For sigillo / AWS Secrets Manager / Vault — anything that doesn’t fit the env-var/constant model — wire a callback on datamachine_bundle_source_download_args and skip the resolution chain entirely:

add_filter(
    'datamachine_bundle_source_download_args',
    function ( array $args, string $source, string $fetch_url ): array {
        $host = wp_parse_url( $fetch_url, PHP_URL_HOST ) ?: '';
        if ( str_ends_with( $host, '.example.com' ) ) {
            $token = my_sigillo_client()->get( "bundles/{$host}" );
            if ( $token ) {
                $args['headers']['Authorization'] = 'Bearer ' . $token;
            }
        }
        return $args;
    },
    10,
    3
);

Or hook the lower-cost datamachine_bundle_source_token_for_url fallback when you only want to fill the gap for hosts that have no built-in slot.

Source Revision Capture

For GitHub archive responses, BundleSource::fetch_to_tempfile() reads the response ETag header and parses the git SHA out of the W/"<sha>:<format>" (or bare "<sha>") shape GitHub serves. When present and parseable the SHA is exposed via BundleSource::last_resolved_revision() and stamped onto the bundle as source_revision.
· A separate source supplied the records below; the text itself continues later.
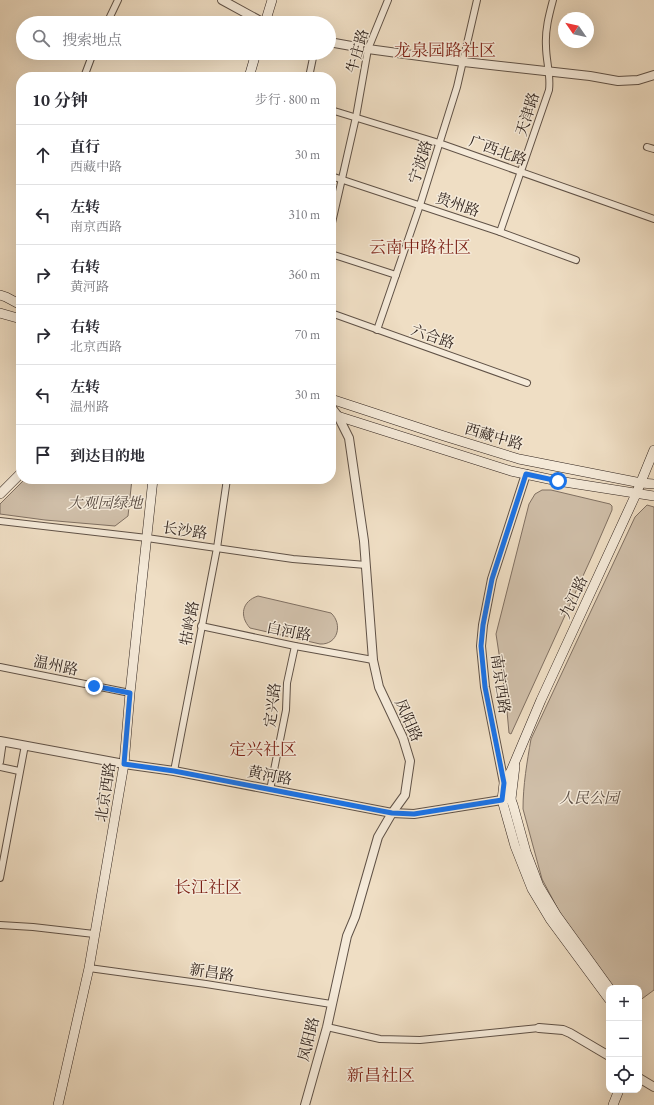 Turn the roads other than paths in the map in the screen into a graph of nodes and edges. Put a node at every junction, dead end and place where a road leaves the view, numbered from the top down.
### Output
1 (118, 0) edge
2 (222, 0) edge
3 (272, 0) edge
4 (388, 0) edge
5 (477, 0) edge
6 (553, 0) edge
7 (110, 16) edge
8 (252, 16) edge
9 (267, 16) edge
10 (336, 43) edge
11 (368, 49) junction
12 (90, 60) edge
13 (254, 60) edge
14 (313, 60) edge
15 (464, 62) junction
16 (549, 71) junction
17 (86, 72) edge
18 (250, 72) edge
19 (310, 72) edge
20 (654, 75) edge
21 (336, 111) edge
22 (356, 116) junction
23 (439, 143) junction
24 (647, 147) dead end
25 (654, 150) edge
26 (521, 173) junction
27 (336, 177) edge
28 (342, 179) junction
29 (336, 205) edge
30 (420, 205) junction
31 (654, 219) edge
32 (500, 232) junction
33 (336, 256) edge
34 (576, 260) dead end
35 (396, 275) junction
36 (0, 295) edge
37 (0, 301) edge
38 (16, 302) edge
39 (16, 304) edge
40 (0, 313) edge
41 (336, 315) edge
42 (0, 318) edge
43 (16, 318) edge
44 (16, 320) edge
45 (377, 330) junction
46 (527, 382) dead end
47 (336, 401) edge
48 (336, 416) edge
49 (336, 418) edge
50 (654, 450) edge
51 (526, 474) junction
52 (16, 477) edge
53 (641, 483) junction
54 (152, 484) edge
55 (225, 484) edge
56 (654, 484) edge
57 (0, 494) edge
58 (636, 494) junction
59 (654, 496) edge
60 (0, 521) edge
61 (147, 538) junction
62 (217, 548) junction
63 (366, 565) junction
64 (201, 626) junction
65 (295, 646) junction
66 (373, 660) junction
67 (0, 667) edge
68 (130, 693) junction
69 (2, 741) edge
70 (25, 745) junction
71 (517, 756) junction
72 (0, 762) edge
73 (124, 764) junction
74 (0, 767) edge
75 (20, 771) junction
76 (174, 771) junction
77 (504, 783) junction
78 (270, 790) junction
79 (507, 799) junction
80 (392, 813) junction
81 (0, 878) edge
82 (0, 925) edge
83 (94, 934) junction
84 (89, 968) junction
85 (608, 985) edge
86 (606, 995) edge
87 (331, 1004) junction
88 (326, 1027) junction
89 (539, 1028) joint
90 (606, 1054) edge
91 (642, 1080) edge
92 (654, 1087) edge
93 (618, 1093) edge
94 (58, 1105) edge
95 (305, 1105) edge
96 (613, 1105) edge

1 - 7 street
2 - 8 street
3 - 9 main road
4 - 11 street, 牛庄路
5 - 15 street, 宁波路
6 - 16 street, 天津路
10 - 11 street
11 - 15 street
11 - 22 street, 牛庄路
12 - 17 street
13 - 18 main road
14 - 19 street
15 - 16 street
15 - 23 street, 宁波路
16 - 20 street
16 - 26 street, 天津路
21 - 22 street, 广西北路
22 - 23 street, 广西北路
22 - 28 street, 牛庄路
23 - 26 street, 广西北路
23 - 30 street, 宁波路
24 - 25 street
26 - 31 street, 广西北路
26 - 32 street, 天津路
27 - 28 street, 贵州路
28 - 29 street, 牛庄路
28 - 30 street, 贵州路
30 - 32 street, 贵州路
30 - 35 street, 宁波路
32 - 34 street, 贵州路
33 - 35 street
35 - 45 street, 宁波路
36 - 38 main road
37 - 39 main road
40 - 43 main road
41 - 45 street, 六合路
42 - 44 main road
45 - 46 street, 六合路
47 - 53 main road, 西藏中路
48 - 51 main road, 西藏中路
49 - 63 street, 凤阳路
50 - 53 main road, 九江路
51 - 58 main road, 西藏中路
51 - 77 street, 南京西路
52 - 57 main road
53 - 56 main road, 西藏中路
53 - 58 main road, 九江路
54 - 61 main road, 北京西路
55 - 62 street, 牯岭路
58 - 59 main road, 西藏中路
58 - 71 main road, 九江路
60 - 61 street, 长沙路
61 - 62 street, 长沙路
61 - 68 main road, 北京西路
62 - 63 street, 长沙路
62 - 64 street, 牯岭路
63 - 66 street, 凤阳路
64 - 65 street, 白河路
64 - 76 street, 牯岭路
65 - 66 street, 白河路
65 - 78 street, 定兴路
66 - 80 street, 凤阳路
67 - 68 street, 温州路
68 - 73 main road, 北京西路
69 - 70 street, 黄河路
69 - 72 street
70 - 73 street, 黄河路
70 - 75 street
71 - 77 main road, 九江路
71 - 79 main road, 九江路
73 - 76 street, 黄河路
73 - 83 main road, 北京西路
74 - 75 street
75 - 81 street
76 - 78 street, 黄河路
77 - 79 main road, 南京西路
78 - 80 street, 黄河路
79 - 80 street, 黄河路
79 - 85 main road, 南京西路
79 - 86 main road, 南京西路
80 - 87 street, 凤阳路
82 - 83 street
83 - 84 main road, 北京西路
84 - 87 street, 新昌路
84 - 94 main road, 北京西路
87 - 88 street, 凤阳路
88 - 89 street
88 - 95 street, 凤阳路
89 - 90 street
91 - 92 street
93 - 96 main road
Best-effort only — installs do not fail when the ETag is absent or unparseable.

Follow-Ups

• Wire importer/exporter paths for prompts, rubrics, tool policies, auth refs, and seed queues.
• Use artifact statuses during bundle upgrade planning: auto-update clean, stage PendingActions for modified, surface missing and orphaned explicitly.
• Add registered bundle sources once bundles move beyond local paths.